_Input material_
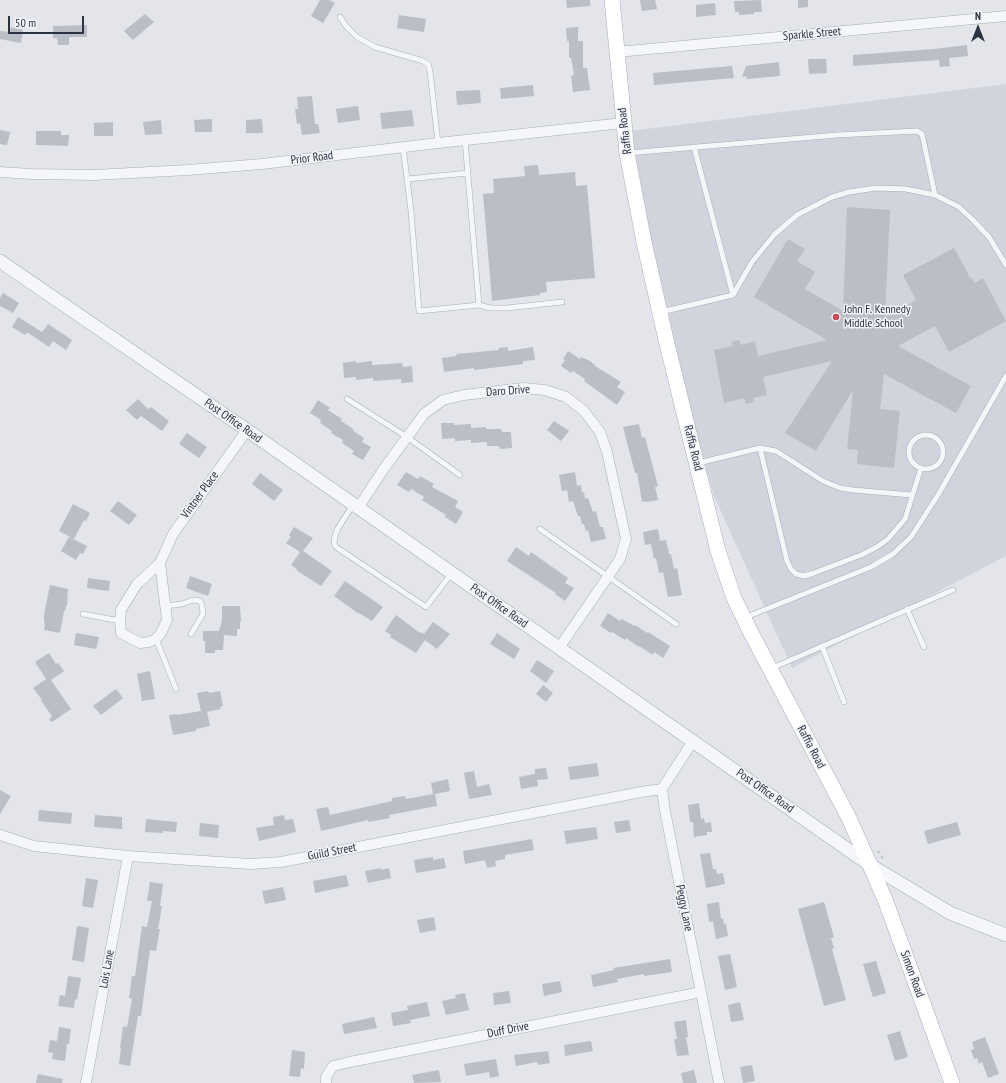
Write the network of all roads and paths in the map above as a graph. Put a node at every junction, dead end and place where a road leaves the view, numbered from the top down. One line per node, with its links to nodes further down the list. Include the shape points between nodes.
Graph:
1 (612, 0): 4 (main road, Raffia Road)
2 (1006, 16): 4 (street, Sparkle Street)
3 (340, 17): 7 (lane, via 356,37 375,47 428,64)
4 (617, 52): 5 (main road, Raffia Road)
5 (623, 123): 6 (street, Prior Road); 10 (main road, Raffia Road)
6 (465, 140): 7 (street, Prior Road); 12 (lane)
7 (438, 143): 8 (street, Prior Road)
8 (403, 147): 11 (street, Prior Road, via 188,170 94,174); 13 (lane)
9 (694, 147): 10 (lane); 14 (lane, via 917,131 922,134); 17 (lane)
10 (627, 153): 20 (main road, Raffia Road)
11 (0, 172)
12 (468, 173): 13 (lane); 19 (lane)
13 (407, 179): 19 (lane, via 419,311)
14 (935, 196): 16 (lane, via 959,207 972,219 989,237); 17 (lane, via 906,189 876,188 832,197 797,215 774,234 752,262)
15 (0, 261): 23 (street, Post Office Road)
16 (1006, 265)
17 (733, 295): 20 (lane)
18 (562, 302): 19 (lane, via 507,308)
19 (479, 305)
20 (660, 312): 26 (main road, Raffia Road)
21 (1006, 376): 39 (lane, via 911,537 893,554 871,567)
22 (347, 399): 24 (lane)
23 (247, 430): 30 (street, Post Office Road); 32 (street, Vintner Place, via 173,534)
24 (407, 437): 28 (lane); 30 (street, Daro Drive); 34 (street, Daro Drive, via 424,414 443,400 523,388 545,390 566,397 584,411 600,432 607,452 626,539 620,559)
25 (760, 448): 26 (lane); 29 (lane, via 776,451 823,481 840,488); 29 (lane, via 787,561 796,574 804,576 814,573 877,547 888,539 905,519)
26 (697, 463): 39 (main road, Raffia Road, via 718,551 734,598)
27 (921, 468): 27 (lane, via 937,464 942,454 940,443 932,436 916,438 910,446 912,462); 29 (lane)
28 (460, 475)
29 (912, 495)
30 (356, 506): 33 (street, Post Office Road); 33 (lane, via 338,528 334,542 336,547 426,607)
31 (540, 529): 34 (lane)
32 (160, 563): 36 (street); 40 (street, Vintner Place, via 137,584 121,610)
33 (452, 574): 46 (street, Post Office Road)
34 (608, 576): 41 (lane); 46 (street, Daro Drive)
35 (953, 590): 37 (lane)
36 (165, 606): 42 (lane, via 200,601 203,614); 43 (street, via 167,620)
37 (908, 609): 44 (lane); 45 (lane)
38 (84, 614): 40 (lane)
39 (744, 618): 47 (main road, Raffia Road)
40 (120, 621): 43 (street, via 120,633 140,643)
41 (676, 624)
42 (191, 634)
43 (156, 639): 48 (lane)
44 (822, 646): 47 (lane); 49 (lane)
45 (924, 647)
46 (559, 648): 50 (street, Post Office Road)
47 (769, 669): 54 (main road, Raffia Road, via 848,816)
48 (176, 689)
49 (844, 702)
50 (693, 741): 51 (street); 54 (street, Post Office Road)
51 (662, 789): 53 (street, Guild Street, via 281,862 252,864); 56 (street, Peggy Lane)
52 (0, 835): 53 (street, Guild Street, via 34,846)
53 (128, 856): 57 (street, Lois Lane)
54 (870, 865): 55 (street, Post Office Road, via 950,913); 60 (main road, Simon Road)
55 (1006, 935)
56 (701, 992): 58 (street, Duff Drive, via 333,1066 326,1077); 59 (street, Peggy Lane)
57 (86, 1083)
58 (326, 1083)
59 (719, 1083)
60 (952, 1083)

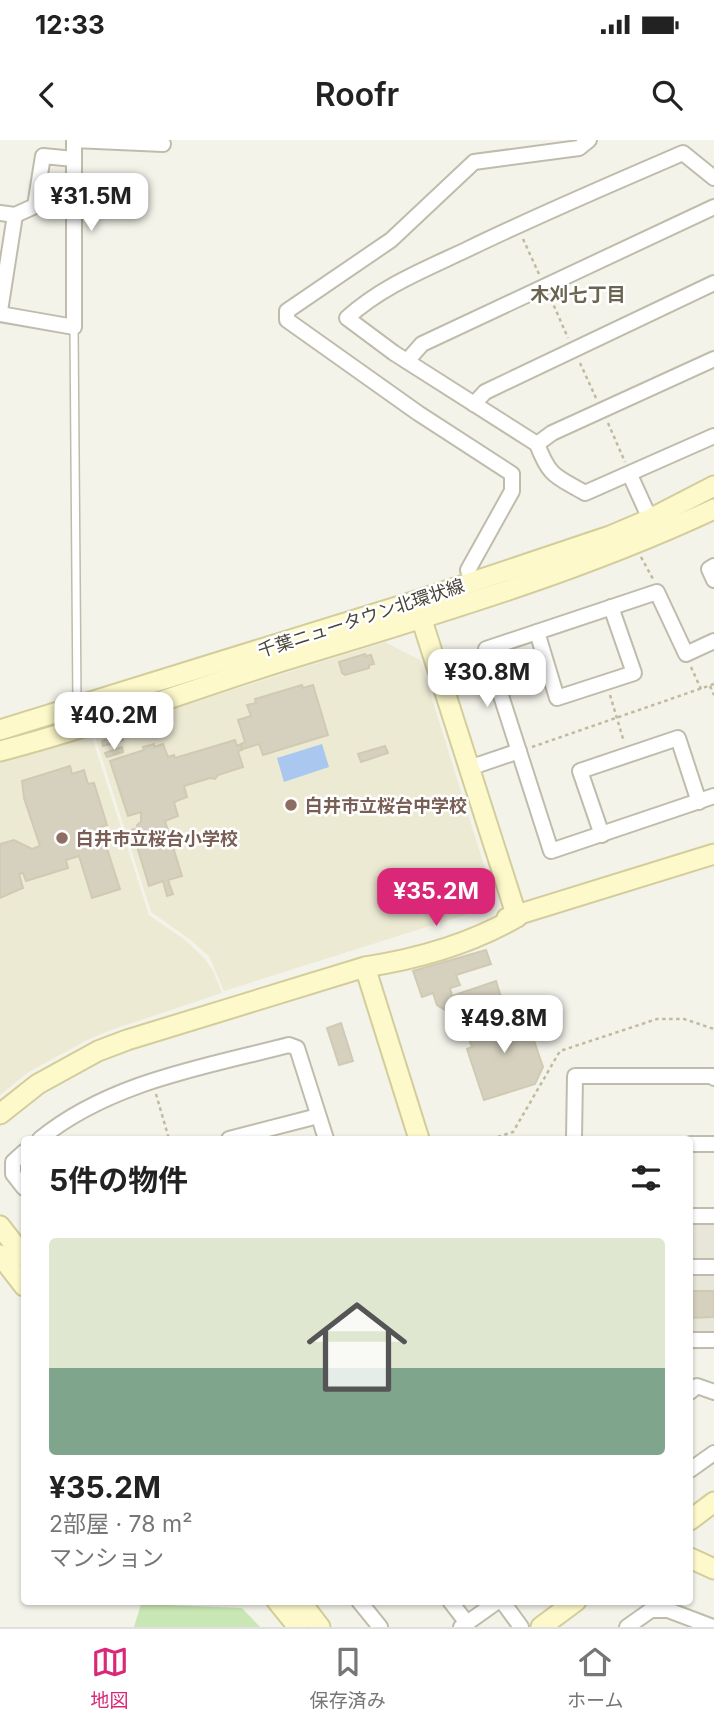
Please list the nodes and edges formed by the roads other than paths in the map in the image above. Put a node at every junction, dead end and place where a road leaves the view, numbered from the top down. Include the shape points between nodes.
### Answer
1 (589, 140) edge
2 (163, 144) dead end
3 (74, 159) junction
4 (714, 178) edge
5 (714, 207) edge
6 (0, 213) edge
7 (15, 215) junction
8 (714, 283) edge
9 (0, 312) edge
10 (74, 327) junction
11 (714, 359) edge
12 (407, 361) junction
13 (474, 404) junction
14 (714, 436) edge
15 (537, 444) junction
16 (630, 475) junction
17 (714, 486) edge
18 (714, 509) edge
19 (650, 519) junction
20 (714, 566) edge
21 (714, 580) edge
22 (472, 582) junction
23 (611, 607) junction
24 (419, 610) junction
25 (537, 632) junction
26 (714, 641) edge
27 (77, 707) junction
28 (0, 730) edge
29 (0, 751) edge
30 (519, 751) junction
31 (469, 768) junction
32 (714, 796) edge
33 (699, 802) junction
34 (602, 835) junction
35 (714, 854) edge
36 (517, 917) junction
37 (365, 968) junction
38 (714, 1079) edge
39 (0, 1114) edge
40 (318, 1116) junction
41 (44, 1136) edge
42 (241, 1136) edge
43 (325, 1136) edge
44 (418, 1136) edge
45 (574, 1136) edge
46 (714, 1143) edge
47 (693, 1144) edge
48 (21, 1155) edge
49 (21, 1184) edge
50 (693, 1216) edge
51 (714, 1216) edge
52 (0, 1226) edge
53 (21, 1253) edge
54 (0, 1255) edge
55 (693, 1267) edge
56 (714, 1267) edge
57 (21, 1282) edge
58 (693, 1340) edge
59 (714, 1340) edge
60 (693, 1389) edge
61 (714, 1392) edge
62 (714, 1453) edge
63 (693, 1469) edge
64 (714, 1503) edge
65 (693, 1518) edge
66 (693, 1559) edge
67 (714, 1569) edge
68 (280, 1605) edge
69 (303, 1605) edge
70 (362, 1605) edge
71 (452, 1605) edge
72 (494, 1605) edge
73 (503, 1605) edge
74 (571, 1605) edge
75 (464, 1625) edge
76 (298, 1627) edge
77 (320, 1627) edge
78 (380, 1627) edge
79 (522, 1627) edge
80 (541, 1627) edge
81 (627, 1627) edge
82 (712, 1627) edge

1 - 22 street via 579,148 474,162 391,240 287,311 287,320 512,474 512,491 468,570
2 - 3 street via 74,140
3 - 7 street via 43,156 34,206
3 - 10 street
4 - 12 street via 683,153 395,284 347,318
5 - 12 street via 422,344
6 - 7 street
7 - 9 street
8 - 13 street via 485,392
9 - 10 street
10 - 27 lane
11 - 15 street
12 - 13 street
13 - 15 street
14 - 16 street
15 - 16 street via 552,474 585,493
16 - 19 street
17 - 19 street, 千葉ニュータウン北環状線
18 - 24 street, 千葉ニュータウン北環状線 via 596,560
19 - 22 street, 千葉ニュータウン北環状線
20 - 21 street via 709,569
22 - 24 street, 千葉ニュータウン北環状線
23 - 25 street
23 - 25 street via 634,673 557,698
23 - 26 street via 657,592 686,654
24 - 27 street, 千葉ニュータウン北環状線
24 - 29 street, 千葉ニュータウン北環状線 via 134,712
24 - 31 street
25 - 30 street via 486,649
27 - 28 street, 千葉ニュータウン北環状線
30 - 31 street
30 - 34 street via 551,851
31 - 36 street
32 - 33 street
33 - 34 street
33 - 34 street via 678,738 580,771
35 - 36 street
36 - 37 street via 489,920 389,953
37 - 39 street via 98,1051 38,1084
37 - 44 street
38 - 45 street via 575,1076
40 - 41 street via 297,1048 289,1045 152,1081 90,1105
40 - 42 street
40 - 43 street
46 - 47 street
48 - 49 street via 13,1162 13,1174
50 - 51 street
52 - 53 street
54 - 57 street
55 - 56 street
58 - 59 street
60 - 61 street via 697,1386
62 - 63 street
64 - 65 street
66 - 67 street
68 - 76 street
69 - 77 street
70 - 78 street
71 - 75 street
72 - 75 street
73 - 79 street
74 - 80 street
81 - 82 street via 651,1610 668,1610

_What this task involves_
When you write out the material, keep every line exact and leave out each picture.

_Result_
Write the network of all roads and paths in the map above as a graph. Put a node at every junction, dead end and place where a road leaves the view, numbered from the top down. One line per node, with its links to nodes further down the list. Include the shape points between nodes.
Graph:
1 (612, 0): 4 (main road, Raffia Road)
2 (1006, 16): 4 (street, Sparkle Street)
3 (340, 17): 7 (lane, via 356,37 375,47 428,64)
4 (617, 52): 5 (main road, Raffia Road)
5 (623, 123): 6 (street, Prior Road); 10 (main road, Raffia Road)
6 (465, 140): 7 (street, Prior Road); 12 (lane)
7 (438, 143): 8 (street, Prior Road)
8 (403, 147): 11 (street, Prior Road, via 188,170 94,174); 13 (lane)
9 (694, 147): 10 (lane); 14 (lane, via 917,131 922,134); 17 (lane)
10 (627, 153): 20 (main road, Raffia Road)
11 (0, 172)
12 (468, 173): 13 (lane); 19 (lane)
13 (407, 179): 19 (lane, via 419,311)
14 (935, 196): 16 (lane, via 959,207 972,219 989,237); 17 (lane, via 906,189 876,188 832,197 797,215 774,234 752,262)
15 (0, 261): 23 (street, Post Office Road)
16 (1006, 265)
17 (733, 295): 20 (lane)
18 (562, 302): 19 (lane, via 507,308)
19 (479, 305)
20 (660, 312): 26 (main road, Raffia Road)
21 (1006, 376): 39 (lane, via 911,537 893,554 871,567)
22 (347, 399): 24 (lane)
23 (247, 430): 30 (street, Post Office Road); 32 (street, Vintner Place, via 173,534)
24 (407, 437): 28 (lane); 30 (street, Daro Drive); 34 (street, Daro Drive, via 424,414 443,400 523,388 545,390 566,397 584,411 600,432 607,452 626,539 620,559)
25 (760, 448): 26 (lane); 29 (lane, via 776,451 823,481 840,488); 29 (lane, via 787,561 796,574 804,576 814,573 877,547 888,539 905,519)
26 (697, 463): 39 (main road, Raffia Road, via 718,551 734,598)
27 (921, 468): 27 (lane, via 937,464 942,454 940,443 932,436 916,438 910,446 912,462); 29 (lane)
28 (460, 475)
29 (912, 495)
30 (356, 506): 33 (street, Post Office Road); 33 (lane, via 338,528 334,542 336,547 426,607)
31 (540, 529): 34 (lane)
32 (160, 563): 36 (street); 40 (street, Vintner Place, via 137,584 121,610)
33 (452, 574): 46 (street, Post Office Road)
34 (608, 576): 41 (lane); 46 (street, Daro Drive)
35 (953, 590): 37 (lane)
36 (165, 606): 42 (lane, via 200,601 203,614); 43 (street, via 167,620)
37 (908, 609): 44 (lane); 45 (lane)
38 (84, 614): 40 (lane)
39 (744, 618): 47 (main road, Raffia Road)
40 (120, 621): 43 (street, via 120,633 140,643)
41 (676, 624)
42 (191, 634)
43 (156, 639): 48 (lane)
44 (822, 646): 47 (lane); 49 (lane)
45 (924, 647)
46 (559, 648): 50 (street, Post Office Road)
47 (769, 669): 54 (main road, Raffia Road, via 848,816)
48 (176, 689)
49 (844, 702)
50 (693, 741): 51 (street); 54 (street, Post Office Road)
51 (662, 789): 53 (street, Guild Street, via 281,862 252,864); 56 (street, Peggy Lane)
52 (0, 835): 53 (street, Guild Street, via 34,846)
53 (128, 856): 57 (street, Lois Lane)
54 (870, 865): 55 (street, Post Office Road, via 950,913); 60 (main road, Simon Road)
55 (1006, 935)
56 (701, 992): 58 (street, Duff Drive, via 333,1066 326,1077); 59 (street, Peggy Lane)
57 (86, 1083)
58 (326, 1083)
59 (719, 1083)
60 (952, 1083)

Please list the nodes and edges formed by the roads other than paths in the map in the image above. Put a node at every junction, dead end and place where a road leaves the view, numbered from the top down. Include the shape points between nodes.
### Answer
1 (589, 140) edge
2 (163, 144) dead end
3 (74, 159) junction
4 (714, 178) edge
5 (714, 207) edge
6 (0, 213) edge
7 (15, 215) junction
8 (714, 283) edge
9 (0, 312) edge
10 (74, 327) junction
11 (714, 359) edge
12 (407, 361) junction
13 (474, 404) junction
14 (714, 436) edge
15 (537, 444) junction
16 (630, 475) junction
17 (714, 486) edge
18 (714, 509) edge
19 (650, 519) junction
20 (714, 566) edge
21 (714, 580) edge
22 (472, 582) junction
23 (611, 607) junction
24 (419, 610) junction
25 (537, 632) junction
26 (714, 641) edge
27 (77, 707) junction
28 (0, 730) edge
29 (0, 751) edge
30 (519, 751) junction
31 (469, 768) junction
32 (714, 796) edge
33 (699, 802) junction
34 (602, 835) junction
35 (714, 854) edge
36 (517, 917) junction
37 (365, 968) junction
38 (714, 1079) edge
39 (0, 1114) edge
40 (318, 1116) junction
41 (44, 1136) edge
42 (241, 1136) edge
43 (325, 1136) edge
44 (418, 1136) edge
45 (574, 1136) edge
46 (714, 1143) edge
47 (693, 1144) edge
48 (21, 1155) edge
49 (21, 1184) edge
50 (693, 1216) edge
51 (714, 1216) edge
52 (0, 1226) edge
53 (21, 1253) edge
54 (0, 1255) edge
55 (693, 1267) edge
56 (714, 1267) edge
57 (21, 1282) edge
58 (693, 1340) edge
59 (714, 1340) edge
60 (693, 1389) edge
61 (714, 1392) edge
62 (714, 1453) edge
63 (693, 1469) edge
64 (714, 1503) edge
65 (693, 1518) edge
66 (693, 1559) edge
67 (714, 1569) edge
68 (280, 1605) edge
69 (303, 1605) edge
70 (362, 1605) edge
71 (452, 1605) edge
72 (494, 1605) edge
73 (503, 1605) edge
74 (571, 1605) edge
75 (464, 1625) edge
76 (298, 1627) edge
77 (320, 1627) edge
78 (380, 1627) edge
79 (522, 1627) edge
80 (541, 1627) edge
81 (627, 1627) edge
82 (712, 1627) edge

1 - 22 street via 579,148 474,162 391,240 287,311 287,320 512,474 512,491 468,570
2 - 3 street via 74,140
3 - 7 street via 43,156 34,206
3 - 10 street
4 - 12 street via 683,153 395,284 347,318
5 - 12 street via 422,344
6 - 7 street
7 - 9 street
8 - 13 street via 485,392
9 - 10 street
10 - 27 lane
11 - 15 street
12 - 13 street
13 - 15 street
14 - 16 street
15 - 16 street via 552,474 585,493
16 - 19 street
17 - 19 street, 千葉ニュータウン北環状線
18 - 24 street, 千葉ニュータウン北環状線 via 596,560
19 - 22 street, 千葉ニュータウン北環状線
20 - 21 street via 709,569
22 - 24 street, 千葉ニュータウン北環状線
23 - 25 street
23 - 25 street via 634,673 557,698
23 - 26 street via 657,592 686,654
24 - 27 street, 千葉ニュータウン北環状線
24 - 29 street, 千葉ニュータウン北環状線 via 134,712
24 - 31 street
25 - 30 street via 486,649
27 - 28 street, 千葉ニュータウン北環状線
30 - 31 street
30 - 34 street via 551,851
31 - 36 street
32 - 33 street
33 - 34 street
33 - 34 street via 678,738 580,771
35 - 36 street
36 - 37 street via 489,920 389,953
37 - 39 street via 98,1051 38,1084
37 - 44 street
38 - 45 street via 575,1076
40 - 41 street via 297,1048 289,1045 152,1081 90,1105
40 - 42 street
40 - 43 street
46 - 47 street
48 - 49 street via 13,1162 13,1174
50 - 51 street
52 - 53 street
54 - 57 street
55 - 56 street
58 - 59 street
60 - 61 street via 697,1386
62 - 63 street
64 - 65 street
66 - 67 street
68 - 76 street
69 - 77 street
70 - 78 street
71 - 75 street
72 - 75 street
73 - 79 street
74 - 80 street
81 - 82 street via 651,1610 668,1610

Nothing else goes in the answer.